Give the records below again exactly, and exclude each picture.

Data listing Block Start

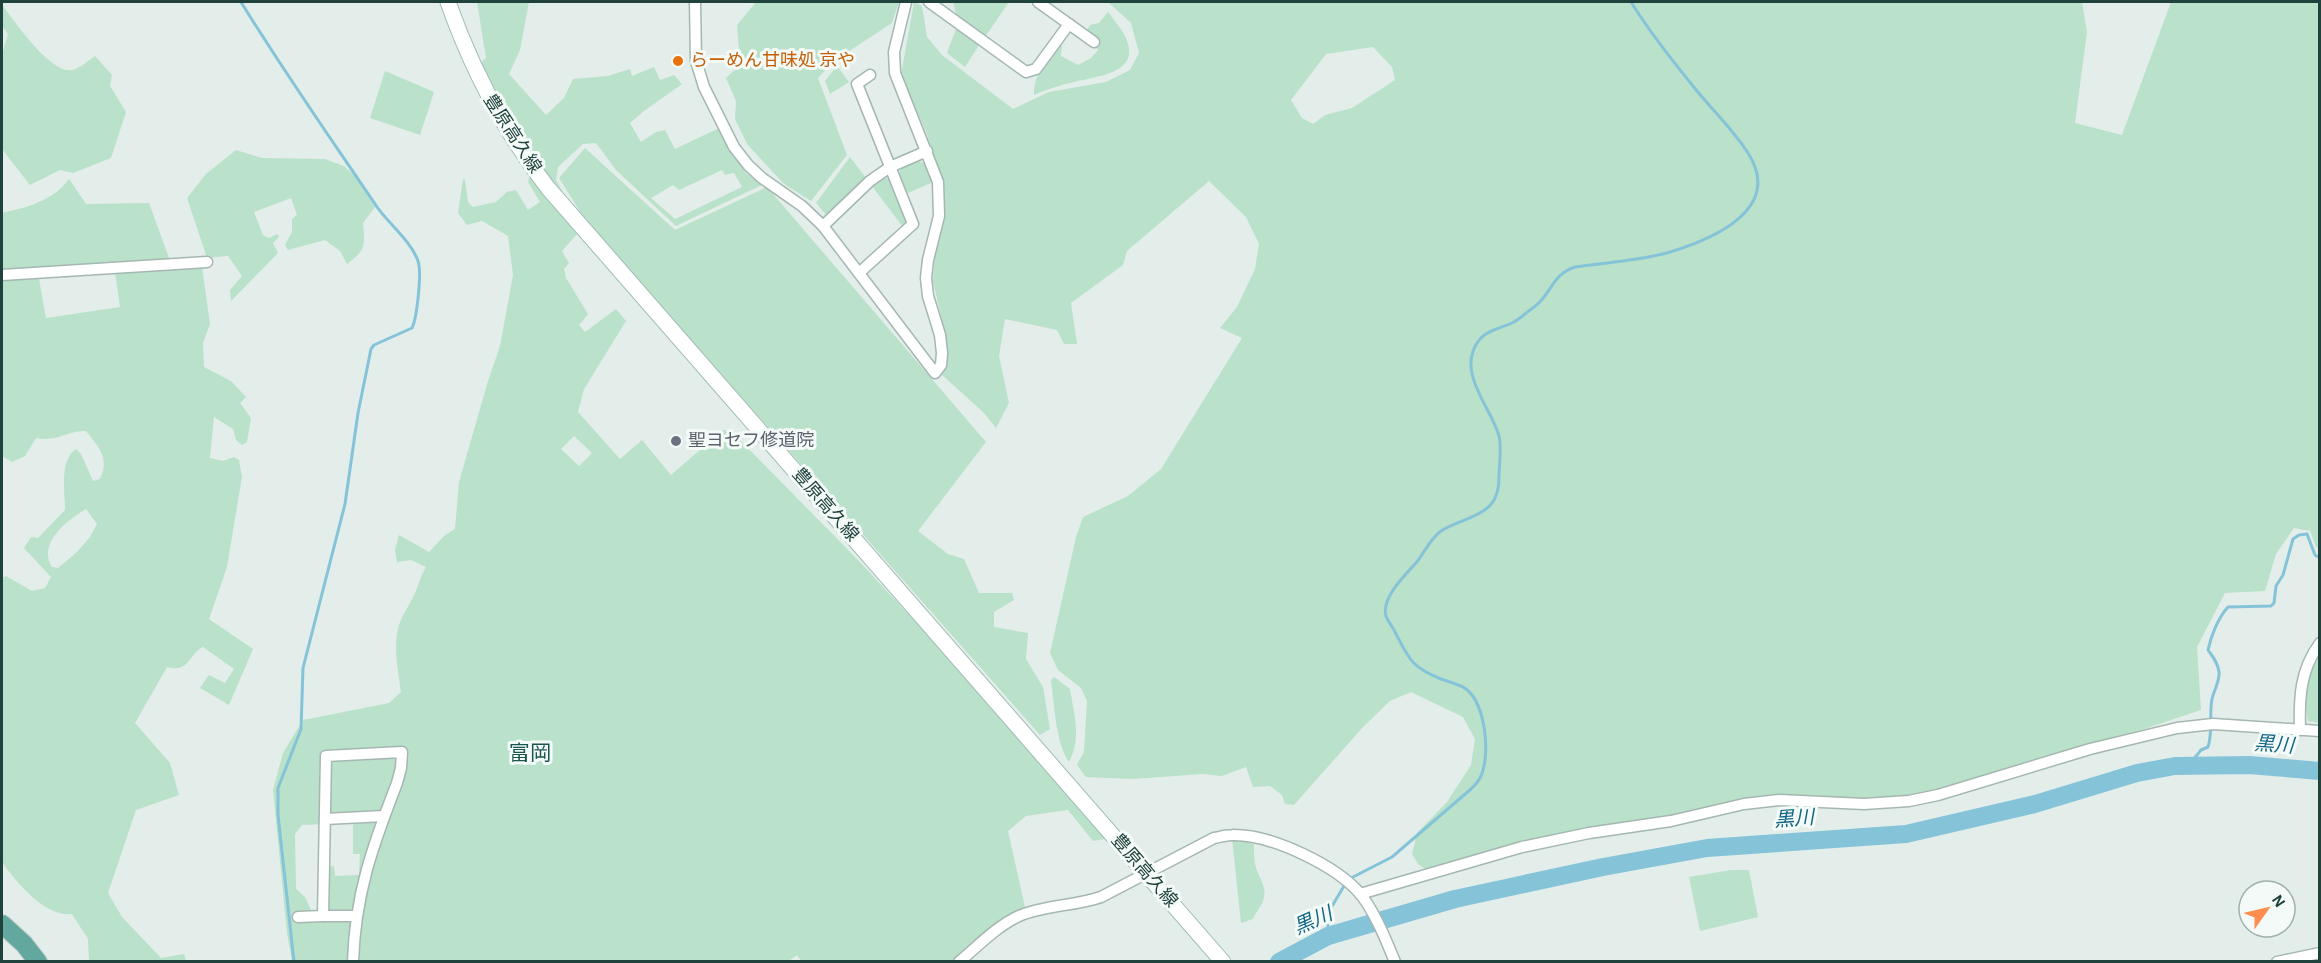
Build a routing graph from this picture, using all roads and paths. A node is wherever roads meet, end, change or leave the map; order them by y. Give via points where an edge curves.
1 (448, 2) edge
2 (695, 2) edge
3 (906, 2) edge
4 (929, 2) edge
5 (1038, 2) edge
6 (1069, 24) junction
7 (1094, 42) dead end
8 (870, 75) dead end
9 (927, 151) junction
10 (890, 167) junction
11 (823, 226) junction
12 (207, 262) dead end
13 (859, 273) junction
14 (2, 275) edge
15 (2319, 644) edge
16 (2300, 730) junction
17 (2319, 731) edge
18 (384, 816) junction
19 (325, 819) junction
20 (1147, 874) junction
21 (1360, 895) junction
22 (323, 916) junction
23 (356, 916) junction
24 (298, 917) dead end
25 (2, 924) edge
26 (2319, 952) edge
27 (1220, 959) edge
28 (38, 962) edge
29 (353, 962) edge
30 (959, 962) edge
31 (1395, 962) edge
32 (2277, 962) edge

1 - 20 main road, 豊原高久線 via 483,88 548,188
2 - 11 street via 696,61 704,87 734,147 762,178
3 - 9 street via 893,64
4 - 6 street via 1026,72 1036,69
5 - 6 street
6 - 7 street
8 - 10 street via 857,84
9 - 10 street
9 - 13 street via 938,182 939,205 926,278 942,353 941,365 934,373
10 - 11 street
10 - 13 street via 913,224
11 - 13 street
12 - 14 street
15 - 16 street via 2301,679
16 - 17 street
16 - 21 street via 2213,724 2177,728 1909,801 1864,804 1779,800 1744,804 1522,847
18 - 19 street
18 - 19 street via 397,783 402,752 326,756
18 - 23 street via 362,882
19 - 22 street
20 - 21 street via 1214,838 1230,834 1284,845 1304,854
20 - 27 main road, 豊原高久線
20 - 30 street via 1083,903 1019,916
21 - 31 street
22 - 23 street
22 - 24 street
23 - 29 street
25 - 28 main road
26 - 32 street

Data listing Block End

Response box.
Build a routing graph from this picture, using all roads and paths. A node is wherever roads meet, end, change or leave the map; order them by y. Give via points where an edge curves.
1 (448, 2) edge
2 (695, 2) edge
3 (906, 2) edge
4 (929, 2) edge
5 (1038, 2) edge
6 (1069, 24) junction
7 (1094, 42) dead end
8 (870, 75) dead end
9 (927, 151) junction
10 (890, 167) junction
11 (823, 226) junction
12 (207, 262) dead end
13 (859, 273) junction
14 (2, 275) edge
15 (2319, 644) edge
16 (2300, 730) junction
17 (2319, 731) edge
18 (384, 816) junction
19 (325, 819) junction
20 (1147, 874) junction
21 (1360, 895) junction
22 (323, 916) junction
23 (356, 916) junction
24 (298, 917) dead end
25 (2, 924) edge
26 (2319, 952) edge
27 (1220, 959) edge
28 (38, 962) edge
29 (353, 962) edge
30 (959, 962) edge
31 (1395, 962) edge
32 (2277, 962) edge

1 - 20 main road, 豊原高久線 via 483,88 548,188
2 - 11 street via 696,61 704,87 734,147 762,178
3 - 9 street via 893,64
4 - 6 street via 1026,72 1036,69
5 - 6 street
6 - 7 street
8 - 10 street via 857,84
9 - 10 street
9 - 13 street via 938,182 939,205 926,278 942,353 941,365 934,373
10 - 11 street
10 - 13 street via 913,224
11 - 13 street
12 - 14 street
15 - 16 street via 2301,679
16 - 17 street
16 - 21 street via 2213,724 2177,728 1909,801 1864,804 1779,800 1744,804 1522,847
18 - 19 street
18 - 19 street via 397,783 402,752 326,756
18 - 23 street via 362,882
19 - 22 street
20 - 21 street via 1214,838 1230,834 1284,845 1304,854
20 - 27 main road, 豊原高久線
20 - 30 street via 1083,903 1019,916
21 - 31 street
22 - 23 street
22 - 24 street
23 - 29 street
25 - 28 main road
26 - 32 street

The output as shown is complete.